Former Labor Secretary Hilda Solis issued a guidance to state workforce agencies last year emphasizing that volunteering may be one strategy that can help put the unemployed back to work. (Yuri Gripas/Reuters)

Unemployed Americans stand a much better chance of finding a paying job if they first work for free. That is the key finding from a new federal study that is billed as the first empirical examination of the benefits of volunteering for out-of-work Americans.

The report, to be released Tuesday by the Corporation for National and Community Service, a federal agency that encourages and facilitates volunteerism, found that jobless Americans increase their odds of finding work by 27 percent if they volunteer.

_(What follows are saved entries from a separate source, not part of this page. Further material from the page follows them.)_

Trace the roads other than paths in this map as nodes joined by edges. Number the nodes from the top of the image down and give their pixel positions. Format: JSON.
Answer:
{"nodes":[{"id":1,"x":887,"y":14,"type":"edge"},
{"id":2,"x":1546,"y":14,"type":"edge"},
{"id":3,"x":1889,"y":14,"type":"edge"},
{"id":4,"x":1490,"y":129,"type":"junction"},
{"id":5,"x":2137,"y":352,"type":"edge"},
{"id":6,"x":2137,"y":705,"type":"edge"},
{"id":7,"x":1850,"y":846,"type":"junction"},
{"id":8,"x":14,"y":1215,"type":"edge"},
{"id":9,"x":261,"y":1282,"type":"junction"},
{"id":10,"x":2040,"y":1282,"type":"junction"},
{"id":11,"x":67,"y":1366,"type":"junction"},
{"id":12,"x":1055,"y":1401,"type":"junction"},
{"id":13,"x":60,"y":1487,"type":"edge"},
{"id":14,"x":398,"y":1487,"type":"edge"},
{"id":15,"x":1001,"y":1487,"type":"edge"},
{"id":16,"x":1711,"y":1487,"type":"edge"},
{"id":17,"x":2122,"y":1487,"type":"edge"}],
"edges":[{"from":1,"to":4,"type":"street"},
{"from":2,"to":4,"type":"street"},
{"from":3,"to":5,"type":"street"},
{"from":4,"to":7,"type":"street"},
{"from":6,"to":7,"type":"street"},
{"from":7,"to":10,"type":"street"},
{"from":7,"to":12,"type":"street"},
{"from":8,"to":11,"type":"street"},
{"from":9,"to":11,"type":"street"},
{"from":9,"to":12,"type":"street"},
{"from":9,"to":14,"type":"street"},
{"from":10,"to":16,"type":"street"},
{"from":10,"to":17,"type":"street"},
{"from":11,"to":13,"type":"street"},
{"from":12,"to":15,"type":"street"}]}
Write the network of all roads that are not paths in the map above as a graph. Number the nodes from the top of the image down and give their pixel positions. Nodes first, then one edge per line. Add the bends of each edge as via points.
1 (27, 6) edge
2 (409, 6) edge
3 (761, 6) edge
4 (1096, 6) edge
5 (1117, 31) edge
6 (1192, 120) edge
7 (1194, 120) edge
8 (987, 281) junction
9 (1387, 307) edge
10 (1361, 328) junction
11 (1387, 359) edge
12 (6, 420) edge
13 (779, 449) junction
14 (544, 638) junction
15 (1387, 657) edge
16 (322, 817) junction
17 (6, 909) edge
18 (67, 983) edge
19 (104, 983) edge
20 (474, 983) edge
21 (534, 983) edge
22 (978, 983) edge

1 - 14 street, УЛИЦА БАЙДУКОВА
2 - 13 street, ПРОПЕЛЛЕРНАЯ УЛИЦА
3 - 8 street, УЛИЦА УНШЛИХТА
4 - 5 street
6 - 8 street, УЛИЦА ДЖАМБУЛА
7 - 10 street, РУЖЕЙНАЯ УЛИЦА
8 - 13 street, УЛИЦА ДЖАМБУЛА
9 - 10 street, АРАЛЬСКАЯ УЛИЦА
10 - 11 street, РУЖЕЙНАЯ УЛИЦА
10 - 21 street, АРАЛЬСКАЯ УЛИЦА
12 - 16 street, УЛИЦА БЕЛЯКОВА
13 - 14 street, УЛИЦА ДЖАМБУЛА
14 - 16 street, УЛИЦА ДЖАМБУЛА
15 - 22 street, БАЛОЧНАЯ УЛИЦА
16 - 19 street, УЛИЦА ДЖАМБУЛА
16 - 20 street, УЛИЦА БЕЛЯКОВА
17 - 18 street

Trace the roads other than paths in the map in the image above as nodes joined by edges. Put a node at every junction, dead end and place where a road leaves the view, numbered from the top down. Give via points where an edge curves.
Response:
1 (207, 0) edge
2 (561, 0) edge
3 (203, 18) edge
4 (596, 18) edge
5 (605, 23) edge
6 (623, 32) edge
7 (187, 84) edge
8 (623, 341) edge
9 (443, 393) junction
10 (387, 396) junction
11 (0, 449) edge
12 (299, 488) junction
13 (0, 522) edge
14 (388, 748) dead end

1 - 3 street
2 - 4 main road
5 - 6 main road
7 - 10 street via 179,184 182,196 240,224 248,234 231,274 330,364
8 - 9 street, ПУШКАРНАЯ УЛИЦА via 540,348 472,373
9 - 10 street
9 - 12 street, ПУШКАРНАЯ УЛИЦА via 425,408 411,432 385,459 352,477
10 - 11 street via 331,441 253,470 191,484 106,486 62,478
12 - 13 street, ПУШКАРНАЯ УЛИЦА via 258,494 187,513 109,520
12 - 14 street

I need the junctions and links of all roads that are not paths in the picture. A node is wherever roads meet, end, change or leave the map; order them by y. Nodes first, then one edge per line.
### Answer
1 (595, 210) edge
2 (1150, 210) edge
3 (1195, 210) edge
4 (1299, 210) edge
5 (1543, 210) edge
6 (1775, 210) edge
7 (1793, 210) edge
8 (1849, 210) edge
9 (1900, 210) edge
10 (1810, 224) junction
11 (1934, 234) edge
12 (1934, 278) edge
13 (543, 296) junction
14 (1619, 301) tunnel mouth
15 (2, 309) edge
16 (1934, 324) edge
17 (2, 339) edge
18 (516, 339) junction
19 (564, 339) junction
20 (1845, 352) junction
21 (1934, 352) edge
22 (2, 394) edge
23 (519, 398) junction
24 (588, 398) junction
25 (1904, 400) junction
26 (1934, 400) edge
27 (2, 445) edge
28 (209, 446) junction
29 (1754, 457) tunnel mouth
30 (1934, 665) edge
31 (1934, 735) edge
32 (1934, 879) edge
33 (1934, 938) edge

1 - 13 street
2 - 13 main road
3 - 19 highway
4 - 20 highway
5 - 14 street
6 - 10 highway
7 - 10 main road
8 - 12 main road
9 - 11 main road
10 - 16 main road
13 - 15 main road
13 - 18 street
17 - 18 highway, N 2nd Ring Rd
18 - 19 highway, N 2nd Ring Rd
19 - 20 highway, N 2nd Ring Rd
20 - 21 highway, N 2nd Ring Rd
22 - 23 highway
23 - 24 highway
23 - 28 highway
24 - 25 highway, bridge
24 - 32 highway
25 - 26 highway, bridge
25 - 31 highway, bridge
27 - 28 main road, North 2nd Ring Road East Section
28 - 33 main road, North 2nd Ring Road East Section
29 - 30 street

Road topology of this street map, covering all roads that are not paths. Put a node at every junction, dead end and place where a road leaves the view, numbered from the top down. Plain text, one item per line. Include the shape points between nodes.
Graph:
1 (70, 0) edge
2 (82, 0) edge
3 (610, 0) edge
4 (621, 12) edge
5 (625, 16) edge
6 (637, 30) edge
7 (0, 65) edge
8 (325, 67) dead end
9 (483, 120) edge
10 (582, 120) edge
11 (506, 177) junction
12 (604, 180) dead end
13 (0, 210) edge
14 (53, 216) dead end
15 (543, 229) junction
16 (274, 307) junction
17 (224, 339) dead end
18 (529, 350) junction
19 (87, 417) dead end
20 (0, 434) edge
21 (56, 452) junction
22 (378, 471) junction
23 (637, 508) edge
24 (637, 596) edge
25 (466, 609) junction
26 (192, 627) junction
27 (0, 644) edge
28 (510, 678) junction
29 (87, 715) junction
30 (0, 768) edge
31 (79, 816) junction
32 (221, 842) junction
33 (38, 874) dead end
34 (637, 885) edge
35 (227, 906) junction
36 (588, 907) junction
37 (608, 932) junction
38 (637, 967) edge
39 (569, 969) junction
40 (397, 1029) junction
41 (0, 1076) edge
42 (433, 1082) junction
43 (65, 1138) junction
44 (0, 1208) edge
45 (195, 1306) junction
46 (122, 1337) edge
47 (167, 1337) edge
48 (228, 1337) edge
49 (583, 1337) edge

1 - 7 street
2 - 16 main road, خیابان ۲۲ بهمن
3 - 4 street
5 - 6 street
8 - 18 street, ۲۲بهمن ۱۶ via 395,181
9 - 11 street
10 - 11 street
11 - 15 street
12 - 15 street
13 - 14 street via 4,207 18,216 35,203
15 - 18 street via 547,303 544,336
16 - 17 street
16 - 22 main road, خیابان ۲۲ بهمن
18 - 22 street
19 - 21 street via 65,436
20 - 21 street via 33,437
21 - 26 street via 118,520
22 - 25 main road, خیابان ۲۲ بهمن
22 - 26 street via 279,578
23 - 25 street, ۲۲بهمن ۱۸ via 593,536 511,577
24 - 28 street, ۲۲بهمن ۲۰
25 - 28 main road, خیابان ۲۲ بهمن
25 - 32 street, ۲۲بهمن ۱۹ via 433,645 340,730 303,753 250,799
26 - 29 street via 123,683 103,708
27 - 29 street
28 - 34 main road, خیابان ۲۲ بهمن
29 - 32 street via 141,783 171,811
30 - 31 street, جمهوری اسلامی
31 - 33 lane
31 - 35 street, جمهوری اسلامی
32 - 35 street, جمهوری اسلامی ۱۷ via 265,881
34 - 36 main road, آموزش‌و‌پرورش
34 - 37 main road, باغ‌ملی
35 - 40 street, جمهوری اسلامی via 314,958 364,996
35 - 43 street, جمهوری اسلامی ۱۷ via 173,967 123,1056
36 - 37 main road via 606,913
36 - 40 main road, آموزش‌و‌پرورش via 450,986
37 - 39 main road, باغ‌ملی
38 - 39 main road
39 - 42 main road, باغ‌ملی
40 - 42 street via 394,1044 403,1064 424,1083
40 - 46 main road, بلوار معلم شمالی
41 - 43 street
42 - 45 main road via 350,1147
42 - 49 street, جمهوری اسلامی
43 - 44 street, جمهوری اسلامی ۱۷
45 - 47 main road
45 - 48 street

Strikingly, the benefits of volunteering flow most generously to those who do not have a high school diploma and to jobless people who live in rural areas — two of the groups that have the hardest time finding new jobs. While they forfeit income during the time they spend volunteering, the effort can be an investment: Those groups increase their chances of finding work by more than 50 percent by volunteering, the study found.

“The study findings suggest that folks who tend to volunteer less typically have less human and social capital,” said Christopher Spera, director of research and evaluation for the corporation and lead author of the study. “Folks with lower levels of education tend not to have the networks and social capital enjoyed by folks with higher levels of education.”

The study, which was done by mining data from the Census Bureau’s Current Population Survey, lends heft to a notion that had until now been mostly anecdotal: that volunteering makes people more employable.

The issue has taken on new urgency in the wake of the Great Recession, which has pushed jobless rates up to levels not seen since the early 1980s. The report builds on other research that has found that volunteering helps people learn skills, be presented with leadership opportunities, enhance their résumés and — perhaps most crucially — develop a network of contacts that can help them find work. The study did not attempt to differentiate where people volunteered, or how much time they spent doing it.

The link between volunteering and reducing joblessness was endorsed by former labor secretary Hilda L. Solis, who last year issued a guidance to state workforce agencies emphasizing that volunteering may be one strategy that can help put the unemployed — particularly the 4.4 million Americans who have been out of work for more than six months — back to work.

“In a complex 21st-century economy that demands new skills of American workers, volunteerism is not a substitute for job training,” Solis said. “But it can be an important complement. And it can be a way to give a leg up to job seekers who’ve decided that enrolling in a training program is not the right choice for them at this time. . . . The truth is volunteering may actually expose job seekers to new job opportunities.”

Wendy Spencer, chief executive of the corporation, said she became interested in the power of volunteerism in helping people get back into the workforce when she led volunteer efforts in Florida, a state hit particularly hard by the economic downturn.

She said she urged volunteer managers to recruit unemployed people into their ranks and invest in their professional development, much like many organizations do with interns. She said she had a gut instinct that this would help both the volunteers and the organizations they worked for, but she had no hard data backing it up. Now she does — which she said carries policy implications.

“I think workforce organizations should actually partner with nonprofits and organizations that are volunteer connectors and ask if they can set up a vehicle of communication for those they are working with and counseling,” Spencer said.